Marcelo Salas: El Matador

    Wembley, February 1998. That for most within Europe, would have been the first time they’d heard and most likely seen a glimpse of what El Matador was capable of.

    In what was a warm up game building up to the 1998 World Cup Finals in France. Salas scored both goals in a comfortable 2-0 victory which coincidently saw Michael Owen making his England debut.

    Total overshadowed by the performance of Salas, who scored a wonderful first half volley and sealed the win in the second half from the penalty spot.

    Growing up Salas was a product of the Deportes Temuco youth team and it wasn’t long before he was snapped up by Universidad de Chile after a successful trial. In the 3 years he spent there he became their main marksmen and helped his side win two league titles.

    His form in Chile caught the eye of Argentinian powerhouses River Plate and they were able to lure Salas to the Argentinian capital in a move that drew criticism from some parts of the media and from a certain Diego Maradona.

    This came as no player from Chile had ever really left their mark in the Argentinian league and River Plates arch rivals Boca Juniors had also expressed their interest in signing Salas so his decision to Join River was met with vocal criticism from Maradona and the press.

    Following his move Salas let his football do the talking and with his prowess in front of goal quickly banished any doubts anyone had over the move. Salas scored a hatful of goals in his debut season and helped the club secure the Torneo de Apertura. A second and even more successful season followed with River wrapping up the Clausura, Apertura and Supercopa Sudamericana titles in which Salas was an integral part.

    It’s no surprise that Salas’ form in Argentina saw him playing for the national side and with his performance against England at Wembley just before the World Cup only enhanced his stock.
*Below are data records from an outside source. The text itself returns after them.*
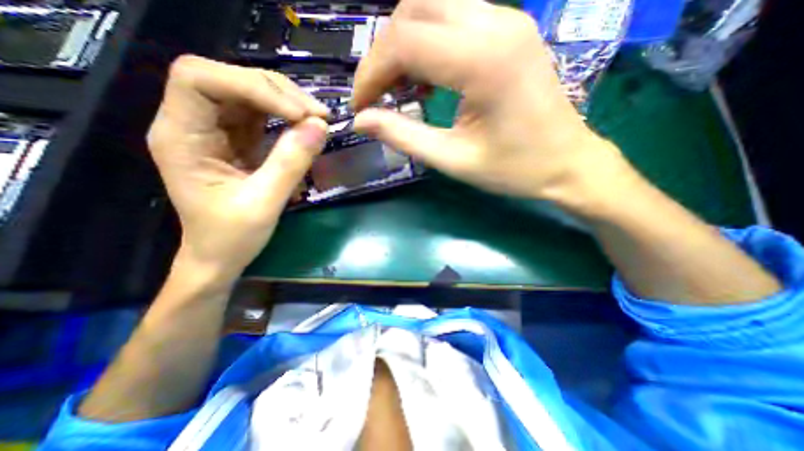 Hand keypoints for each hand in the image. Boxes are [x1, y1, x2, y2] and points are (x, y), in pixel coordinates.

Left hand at [146, 54, 330, 281]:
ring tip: (318, 120)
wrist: (220, 257)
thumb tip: (320, 127)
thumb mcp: (264, 203)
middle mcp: (193, 123)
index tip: (299, 114)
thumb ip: (291, 163)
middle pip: (230, 80)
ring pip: (250, 93)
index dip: (252, 86)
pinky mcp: (238, 140)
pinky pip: (263, 114)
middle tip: (318, 116)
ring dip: (287, 101)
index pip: (201, 79)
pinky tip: (306, 128)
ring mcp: (217, 130)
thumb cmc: (231, 237)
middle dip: (278, 93)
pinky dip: (288, 116)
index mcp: (181, 136)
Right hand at [354, 0, 623, 201]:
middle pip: (413, 11)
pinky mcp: (509, 30)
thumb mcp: (453, 160)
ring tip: (400, 91)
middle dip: (384, 56)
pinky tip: (428, 80)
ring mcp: (507, 20)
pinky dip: (427, 45)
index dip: (370, 73)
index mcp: (483, 61)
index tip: (361, 106)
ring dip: (404, 47)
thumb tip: (361, 121)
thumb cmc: (513, 169)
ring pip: (431, 8)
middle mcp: (496, 24)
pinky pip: (453, 19)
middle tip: (377, 97)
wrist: (567, 163)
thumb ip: (404, 136)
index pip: (404, 42) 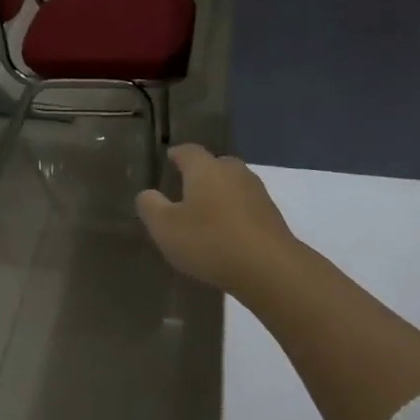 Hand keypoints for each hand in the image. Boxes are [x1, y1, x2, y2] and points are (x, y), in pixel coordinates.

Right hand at [137, 144, 298, 297]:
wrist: (269, 268)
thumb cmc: (209, 241)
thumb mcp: (165, 227)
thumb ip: (150, 206)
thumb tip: (148, 193)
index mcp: (205, 168)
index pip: (187, 151)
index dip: (176, 155)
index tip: (167, 161)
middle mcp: (233, 172)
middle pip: (214, 165)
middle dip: (199, 175)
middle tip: (184, 192)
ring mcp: (257, 192)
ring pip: (231, 186)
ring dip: (218, 196)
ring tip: (204, 215)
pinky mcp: (271, 215)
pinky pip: (245, 207)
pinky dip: (233, 214)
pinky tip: (225, 234) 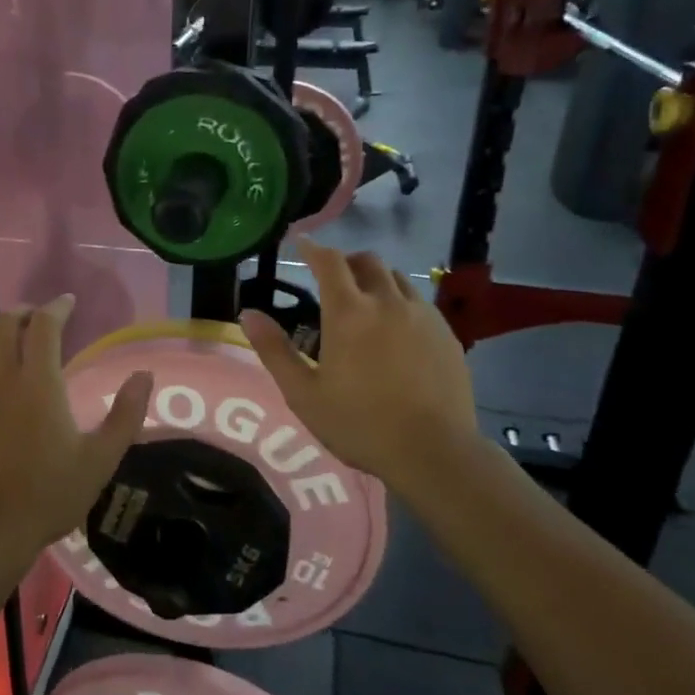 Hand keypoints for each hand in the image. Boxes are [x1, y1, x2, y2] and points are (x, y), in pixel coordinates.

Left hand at [0, 295, 152, 567]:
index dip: (57, 307)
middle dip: (22, 313)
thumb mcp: (101, 459)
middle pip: (4, 322)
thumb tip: (144, 375)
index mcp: (39, 382)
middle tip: (35, 322)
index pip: (44, 324)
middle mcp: (0, 376)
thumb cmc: (50, 494)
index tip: (67, 304)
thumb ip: (125, 414)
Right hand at [238, 241, 480, 502]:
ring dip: (375, 278)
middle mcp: (387, 302)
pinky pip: (419, 301)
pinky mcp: (447, 334)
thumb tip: (248, 314)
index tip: (301, 242)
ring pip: (397, 278)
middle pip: (367, 261)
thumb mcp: (303, 393)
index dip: (312, 248)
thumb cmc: (359, 424)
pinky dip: (400, 300)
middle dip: (345, 261)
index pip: (329, 262)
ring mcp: (423, 316)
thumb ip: (274, 350)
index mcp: (349, 313)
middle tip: (331, 277)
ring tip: (364, 301)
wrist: (434, 452)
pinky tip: (396, 328) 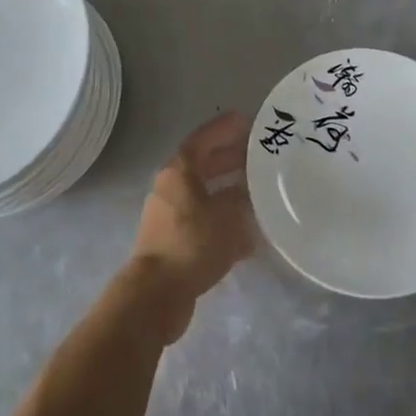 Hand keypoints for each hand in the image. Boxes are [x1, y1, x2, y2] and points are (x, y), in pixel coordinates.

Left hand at [127, 111, 255, 341]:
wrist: (157, 294)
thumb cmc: (192, 244)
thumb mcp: (227, 217)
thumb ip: (241, 199)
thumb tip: (249, 195)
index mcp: (178, 172)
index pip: (203, 140)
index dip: (224, 129)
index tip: (247, 121)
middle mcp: (170, 188)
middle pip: (203, 165)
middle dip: (230, 158)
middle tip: (258, 154)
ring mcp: (168, 215)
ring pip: (204, 193)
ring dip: (228, 189)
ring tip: (257, 189)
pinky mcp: (173, 241)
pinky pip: (202, 219)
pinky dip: (223, 218)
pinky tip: (247, 230)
    This had given Europe’s big suiters the heads up before the World Cup and with interest circulating from the likes of Manchester United, Lazio and Barcelona to name but a few it would be no surprise with the right amount of cash on the table Salas would be applying his tenacity in front of goal somewhere in Europe.

    Chile's World Cup campaign would go as far as the last 16 after being knocked out by tournament favourites Brazil, a game in which Salas scored Chiles only goal in a 4-1 defeat. Salas also made his mark in the group stage scoring twice in a memorable 2-2 draw with Italy as well as in the 1-1 draw with Austria.
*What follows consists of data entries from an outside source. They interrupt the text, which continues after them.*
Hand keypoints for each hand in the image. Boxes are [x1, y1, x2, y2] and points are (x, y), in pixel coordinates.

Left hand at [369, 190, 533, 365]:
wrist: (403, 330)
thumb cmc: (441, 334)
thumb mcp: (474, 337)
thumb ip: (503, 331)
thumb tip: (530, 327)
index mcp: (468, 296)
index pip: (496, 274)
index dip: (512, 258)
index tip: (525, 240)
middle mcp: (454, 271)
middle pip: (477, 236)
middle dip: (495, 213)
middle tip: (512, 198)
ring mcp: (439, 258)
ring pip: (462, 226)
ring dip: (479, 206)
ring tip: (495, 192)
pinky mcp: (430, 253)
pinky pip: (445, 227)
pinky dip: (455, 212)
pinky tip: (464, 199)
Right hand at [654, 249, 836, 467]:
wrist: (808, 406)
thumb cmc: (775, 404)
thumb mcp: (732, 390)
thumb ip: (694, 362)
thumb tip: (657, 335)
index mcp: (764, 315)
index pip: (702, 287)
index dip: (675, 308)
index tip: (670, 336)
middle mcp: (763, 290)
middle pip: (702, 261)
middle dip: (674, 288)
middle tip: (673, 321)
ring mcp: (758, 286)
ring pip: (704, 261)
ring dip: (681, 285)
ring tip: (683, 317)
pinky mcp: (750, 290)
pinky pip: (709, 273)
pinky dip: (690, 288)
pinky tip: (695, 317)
    It would be S.S Lazio that secured Salas’ signature after the World Cup forking out a reported 26.5 million for the Chilean forward.

    Salas spent 3 years with the Rome club leading them to the first Scudetto since 1974 during the 99-00 season. Salas was Lazio’s leading goal scorer in the league that season and formed a formidable partnership with Simone Inzaghi. Lazio completed a historic domestic double that season also beating Internazionale 2-1 on aggregate in the Coppa Italia Final and beating Manchester United 1-0 a game in which Salas scored the only goal in the European Super Cup Final.

    In his time at Lazio, Salas proved he was worth the price tag also collecting a Cup Winners Cup medal along the way and endured himself to the fans as one of their most flamboyant and deadly strikers in recent history.

    In 2001 following his title winning season with Lazio, Salas moved North to Turin as Juventus paid around 28 million for his services, a deal which also saw Darko Kovacevic move in the other direction.

    This would prove to be a difficult move for Salas as he was hampered by injury and only managed a handful of appearances in a 2-year spell.

    With his ability to lead the line for Lazio and steer them towards their first title in over 25 years it will always be a case of what could have been for Salas at Juventus.

    Had he been able to stay fit and get a consistent run in the first team we may have seen an even more prolific spell for Salas in Serie A.

    Salas ended his torment in Turin and returned to Argentina, once again leading the line for River. Unfortunately, there was no upturn in fortune as Salas still found himself hampered by injuries, although he did manage 17 goals in a 2-year spell.

    In order to create a fairy tale ending Salas returned to his childhood club Universidad de Chile, a loan deal from Juventus. Although the media were tough on Salas for picking up many injuries the move aloud Salas to play in front of the La U fans until he decided to retire in 2008.

    Salas was without doubt one of the most potent and technically gifted players to come out of Chile and is widely regarded as one of the best to have played for the La Roja.

    Even winning titles in Europe and playing in successful World Cup campaigns Salas without injuries later in his career could have reached even loftier heights.